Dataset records
▼

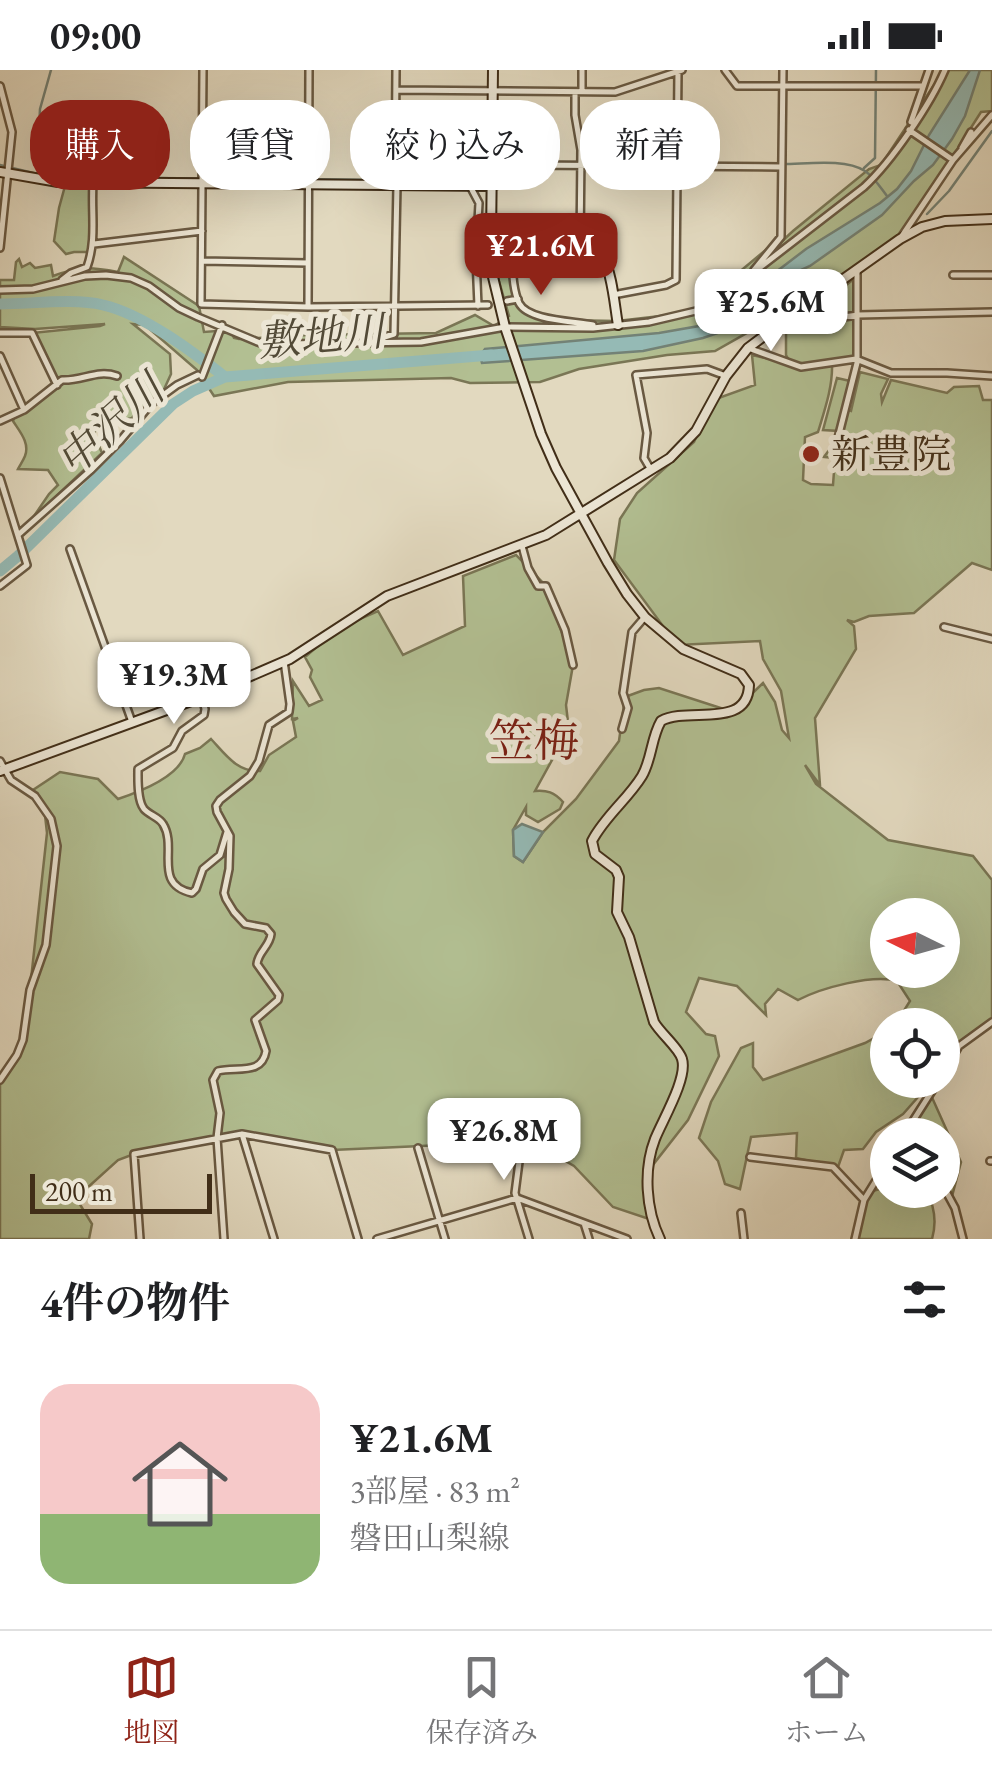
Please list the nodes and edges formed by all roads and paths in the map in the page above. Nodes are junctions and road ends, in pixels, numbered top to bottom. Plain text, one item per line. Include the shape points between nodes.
1 (203, 70) edge
2 (309, 70) edge
3 (396, 70) edge
4 (493, 70) edge
5 (582, 70) edge
6 (679, 70) edge
7 (724, 70) edge
8 (782, 70) edge
9 (929, 70) edge
10 (945, 70) edge
11 (782, 85) junction
12 (0, 86) edge
13 (923, 86) junction
14 (396, 90) junction
15 (493, 92) junction
16 (578, 92) junction
17 (203, 100) edge
18 (309, 100) edge
19 (396, 100) edge
20 (493, 100) edge
21 (678, 100) edge
22 (992, 115) edge
23 (910, 131) junction
24 (970, 132) dead end
25 (580, 136) edge
26 (953, 158) junction
27 (720, 166) edge
28 (782, 167) junction
29 (4, 173) edge
30 (30, 178) edge
31 (92, 190) edge
32 (202, 190) edge
33 (308, 190) edge
34 (396, 190) edge
35 (472, 190) edge
36 (491, 190) edge
37 (581, 190) edge
38 (677, 190) edge
39 (2, 212) edge
40 (992, 219) edge
41 (202, 231) junction
42 (491, 239) junction
43 (900, 239) junction
44 (510, 241) junction
45 (94, 244) junction
46 (0, 248) edge
47 (580, 248) junction
48 (202, 261) junction
49 (308, 262) junction
50 (858, 269) junction
51 (753, 272) junction
52 (953, 275) dead end
53 (992, 275) edge
54 (59, 282) junction
55 (0, 290) edge
56 (612, 295) junction
57 (518, 298) junction
58 (507, 301) dead end
59 (394, 306) junction
60 (478, 306) junction
61 (488, 306) dead end
62 (308, 307) junction
63 (992, 312) edge
64 (858, 315) junction
65 (807, 322) dead end
66 (618, 325) junction
67 (221, 327) junction
68 (601, 327) junction
69 (506, 329) junction
70 (0, 333) edge
71 (368, 343) junction
72 (748, 348) junction
73 (0, 356) edge
74 (856, 359) junction
75 (117, 376) dead end
76 (726, 376) junction
77 (992, 376) edge
78 (56, 386) junction
79 (24, 410) junction
80 (0, 421) edge
81 (838, 438) dead end
82 (650, 470) junction
83 (0, 478) edge
84 (581, 514) junction
85 (18, 537) junction
86 (522, 546) junction
87 (70, 549) dead end
88 (0, 586) edge
89 (645, 616) junction
90 (944, 628) dead end
91 (992, 639) edge
92 (284, 662) junction
93 (573, 664) dead end
94 (202, 697) junction
95 (132, 722) junction
96 (622, 729) dead end
97 (1, 767) edge
98 (228, 829) junction
99 (992, 1022) edge
100 (960, 1045) edge
101 (0, 1080) edge
102 (242, 1134) junction
103 (217, 1138) junction
104 (525, 1144) dead end
105 (418, 1148) dead end
106 (750, 1157) dead end
107 (870, 1190) edge
108 (516, 1198) junction
109 (864, 1200) junction
110 (955, 1208) edge
111 (741, 1214) dead end
112 (439, 1220) junction
113 (584, 1223) junction
114 (140, 1239) edge
115 (224, 1239) edge
116 (274, 1239) edge
117 (358, 1239) edge
118 (377, 1239) edge
119 (445, 1239) edge
120 (529, 1239) edge
121 (589, 1239) edge
122 (627, 1239) edge
123 (660, 1239) edge
124 (744, 1239) edge
125 (855, 1239) edge
126 (963, 1239) edge

1 - 17 street
2 - 18 street
3 - 14 street
4 - 15 main road
5 - 16 street
6 - 16 street via 615,92
6 - 21 street
7 - 11 street via 737,86
8 - 11 street
9 - 13 street
10 - 23 street
11 - 13 street
11 - 28 street
12 - 29 street via 12,132
13 - 23 street
14 - 15 street
14 - 19 street
15 - 16 street
15 - 20 main road
16 - 25 street
22 - 26 street
23 - 26 street
23 - 51 street via 864,187
24 - 26 street
26 - 43 street
27 - 28 street
28 - 51 street via 781,237
29 - 30 main road
29 - 39 street
31 - 45 street
32 - 41 street
33 - 49 street
34 - 59 street
35 - 60 street via 479,203
36 - 42 main road
37 - 47 street
38 - 56 street via 676,280
39 - 46 street
40 - 43 main road via 922,226
41 - 45 street
41 - 48 street
42 - 44 main road
42 - 69 main road
43 - 50 main road
44 - 47 main road
44 - 57 street
45 - 54 street via 87,267
47 - 56 main road via 603,258
48 - 49 street
48 - 62 street via 202,304
49 - 62 street
50 - 64 street
50 - 72 main road
51 - 66 street via 700,310
52 - 53 street
54 - 55 street
54 - 67 street via 106,274 131,278
56 - 66 main road
57 - 58 street
57 - 68 street via 533,314
59 - 60 street
59 - 62 street
59 - 71 street via 394,334
60 - 61 street
63 - 64 street
64 - 65 street
64 - 74 street
66 - 68 street
67 - 71 street via 260,342
67 - 85 street via 200,375 151,404
68 - 69 street
69 - 71 street
69 - 84 main road via 541,434
70 - 78 street via 32,333
72 - 74 street via 801,367
72 - 76 main road
73 - 79 street
74 - 77 street via 892,373
74 - 81 street
75 - 78 street via 93,374
76 - 82 main road via 696,431
76 - 82 street via 707,368 636,375
78 - 79 street
79 - 80 street
82 - 84 main road
83 - 85 street
84 - 86 main road
84 - 89 main road
85 - 88 street via 27,565
86 - 92 main road via 387,596
86 - 93 street via 532,576 546,586
87 - 95 street
89 - 96 street via 632,632
89 - 123 main road via 683,649 741,674 749,685 744,704 733,712 661,721 645,771 592,842 595,854 619,876 617,912 654,1022 683,1060 648,1176 647,1218
90 - 91 street
92 - 94 main road
92 - 98 street via 289,712 269,725 250,776 216,806
94 - 95 main road
94 - 98 street via 204,715 182,731 173,748 138,768 140,796 144,809 163,824 169,875 186,893 220,854
95 - 97 main road
97 - 101 street via 51,819 57,846 46,945 23,1040
98 - 103 street via 224,893 245,924 269,930 257,964 279,995 255,1020 266,1051 262,1064 214,1074
99 - 100 street
102 - 103 street
102 - 116 street
102 - 117 street via 332,1150
103 - 114 street via 134,1154
103 - 115 street
104 - 108 street
105 - 112 street
106 - 109 street via 834,1167
107 - 109 street
108 - 112 street
108 - 113 street
108 - 120 street
109 - 125 street
110 - 126 street
111 - 124 street
112 - 118 street
112 - 119 street
113 - 121 street
113 - 122 street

▲

Task to carry out — Would you copy out all the data exactly, without the images?

Your solution —
Please list the nodes and edges formed by all roads and paths in the map in the page above. Nodes are junctions and road ends, in pixels, numbered top to bottom. Plain text, one item per line. Include the shape points between nodes.
1 (203, 70) edge
2 (309, 70) edge
3 (396, 70) edge
4 (493, 70) edge
5 (582, 70) edge
6 (679, 70) edge
7 (724, 70) edge
8 (782, 70) edge
9 (929, 70) edge
10 (945, 70) edge
11 (782, 85) junction
12 (0, 86) edge
13 (923, 86) junction
14 (396, 90) junction
15 (493, 92) junction
16 (578, 92) junction
17 (203, 100) edge
18 (309, 100) edge
19 (396, 100) edge
20 (493, 100) edge
21 (678, 100) edge
22 (992, 115) edge
23 (910, 131) junction
24 (970, 132) dead end
25 (580, 136) edge
26 (953, 158) junction
27 (720, 166) edge
28 (782, 167) junction
29 (4, 173) edge
30 (30, 178) edge
31 (92, 190) edge
32 (202, 190) edge
33 (308, 190) edge
34 (396, 190) edge
35 (472, 190) edge
36 (491, 190) edge
37 (581, 190) edge
38 (677, 190) edge
39 (2, 212) edge
40 (992, 219) edge
41 (202, 231) junction
42 (491, 239) junction
43 (900, 239) junction
44 (510, 241) junction
45 (94, 244) junction
46 (0, 248) edge
47 (580, 248) junction
48 (202, 261) junction
49 (308, 262) junction
50 (858, 269) junction
51 (753, 272) junction
52 (953, 275) dead end
53 (992, 275) edge
54 (59, 282) junction
55 (0, 290) edge
56 (612, 295) junction
57 (518, 298) junction
58 (507, 301) dead end
59 (394, 306) junction
60 (478, 306) junction
61 (488, 306) dead end
62 (308, 307) junction
63 (992, 312) edge
64 (858, 315) junction
65 (807, 322) dead end
66 (618, 325) junction
67 (221, 327) junction
68 (601, 327) junction
69 (506, 329) junction
70 (0, 333) edge
71 (368, 343) junction
72 (748, 348) junction
73 (0, 356) edge
74 (856, 359) junction
75 (117, 376) dead end
76 (726, 376) junction
77 (992, 376) edge
78 (56, 386) junction
79 (24, 410) junction
80 (0, 421) edge
81 (838, 438) dead end
82 (650, 470) junction
83 (0, 478) edge
84 (581, 514) junction
85 (18, 537) junction
86 (522, 546) junction
87 (70, 549) dead end
88 (0, 586) edge
89 (645, 616) junction
90 (944, 628) dead end
91 (992, 639) edge
92 (284, 662) junction
93 (573, 664) dead end
94 (202, 697) junction
95 (132, 722) junction
96 (622, 729) dead end
97 (1, 767) edge
98 (228, 829) junction
99 (992, 1022) edge
100 (960, 1045) edge
101 (0, 1080) edge
102 (242, 1134) junction
103 (217, 1138) junction
104 (525, 1144) dead end
105 (418, 1148) dead end
106 (750, 1157) dead end
107 (870, 1190) edge
108 (516, 1198) junction
109 (864, 1200) junction
110 (955, 1208) edge
111 (741, 1214) dead end
112 (439, 1220) junction
113 (584, 1223) junction
114 (140, 1239) edge
115 (224, 1239) edge
116 (274, 1239) edge
117 (358, 1239) edge
118 (377, 1239) edge
119 (445, 1239) edge
120 (529, 1239) edge
121 (589, 1239) edge
122 (627, 1239) edge
123 (660, 1239) edge
124 (744, 1239) edge
125 (855, 1239) edge
126 (963, 1239) edge

1 - 17 street
2 - 18 street
3 - 14 street
4 - 15 main road
5 - 16 street
6 - 16 street via 615,92
6 - 21 street
7 - 11 street via 737,86
8 - 11 street
9 - 13 street
10 - 23 street
11 - 13 street
11 - 28 street
12 - 29 street via 12,132
13 - 23 street
14 - 15 street
14 - 19 street
15 - 16 street
15 - 20 main road
16 - 25 street
22 - 26 street
23 - 26 street
23 - 51 street via 864,187
24 - 26 street
26 - 43 street
27 - 28 street
28 - 51 street via 781,237
29 - 30 main road
29 - 39 street
31 - 45 street
32 - 41 street
33 - 49 street
34 - 59 street
35 - 60 street via 479,203
36 - 42 main road
37 - 47 street
38 - 56 street via 676,280
39 - 46 street
40 - 43 main road via 922,226
41 - 45 street
41 - 48 street
42 - 44 main road
42 - 69 main road
43 - 50 main road
44 - 47 main road
44 - 57 street
45 - 54 street via 87,267
47 - 56 main road via 603,258
48 - 49 street
48 - 62 street via 202,304
49 - 62 street
50 - 64 street
50 - 72 main road
51 - 66 street via 700,310
52 - 53 street
54 - 55 street
54 - 67 street via 106,274 131,278
56 - 66 main road
57 - 58 street
57 - 68 street via 533,314
59 - 60 street
59 - 62 street
59 - 71 street via 394,334
60 - 61 street
63 - 64 street
64 - 65 street
64 - 74 street
66 - 68 street
67 - 71 street via 260,342
67 - 85 street via 200,375 151,404
68 - 69 street
69 - 71 street
69 - 84 main road via 541,434
70 - 78 street via 32,333
72 - 74 street via 801,367
72 - 76 main road
73 - 79 street
74 - 77 street via 892,373
74 - 81 street
75 - 78 street via 93,374
76 - 82 main road via 696,431
76 - 82 street via 707,368 636,375
78 - 79 street
79 - 80 street
82 - 84 main road
83 - 85 street
84 - 86 main road
84 - 89 main road
85 - 88 street via 27,565
86 - 92 main road via 387,596
86 - 93 street via 532,576 546,586
87 - 95 street
89 - 96 street via 632,632
89 - 123 main road via 683,649 741,674 749,685 744,704 733,712 661,721 645,771 592,842 595,854 619,876 617,912 654,1022 683,1060 648,1176 647,1218
90 - 91 street
92 - 94 main road
92 - 98 street via 289,712 269,725 250,776 216,806
94 - 95 main road
94 - 98 street via 204,715 182,731 173,748 138,768 140,796 144,809 163,824 169,875 186,893 220,854
95 - 97 main road
97 - 101 street via 51,819 57,846 46,945 23,1040
98 - 103 street via 224,893 245,924 269,930 257,964 279,995 255,1020 266,1051 262,1064 214,1074
99 - 100 street
102 - 103 street
102 - 116 street
102 - 117 street via 332,1150
103 - 114 street via 134,1154
103 - 115 street
104 - 108 street
105 - 112 street
106 - 109 street via 834,1167
107 - 109 street
108 - 112 street
108 - 113 street
108 - 120 street
109 - 125 street
110 - 126 street
111 - 124 street
112 - 118 street
112 - 119 street
113 - 121 street
113 - 122 street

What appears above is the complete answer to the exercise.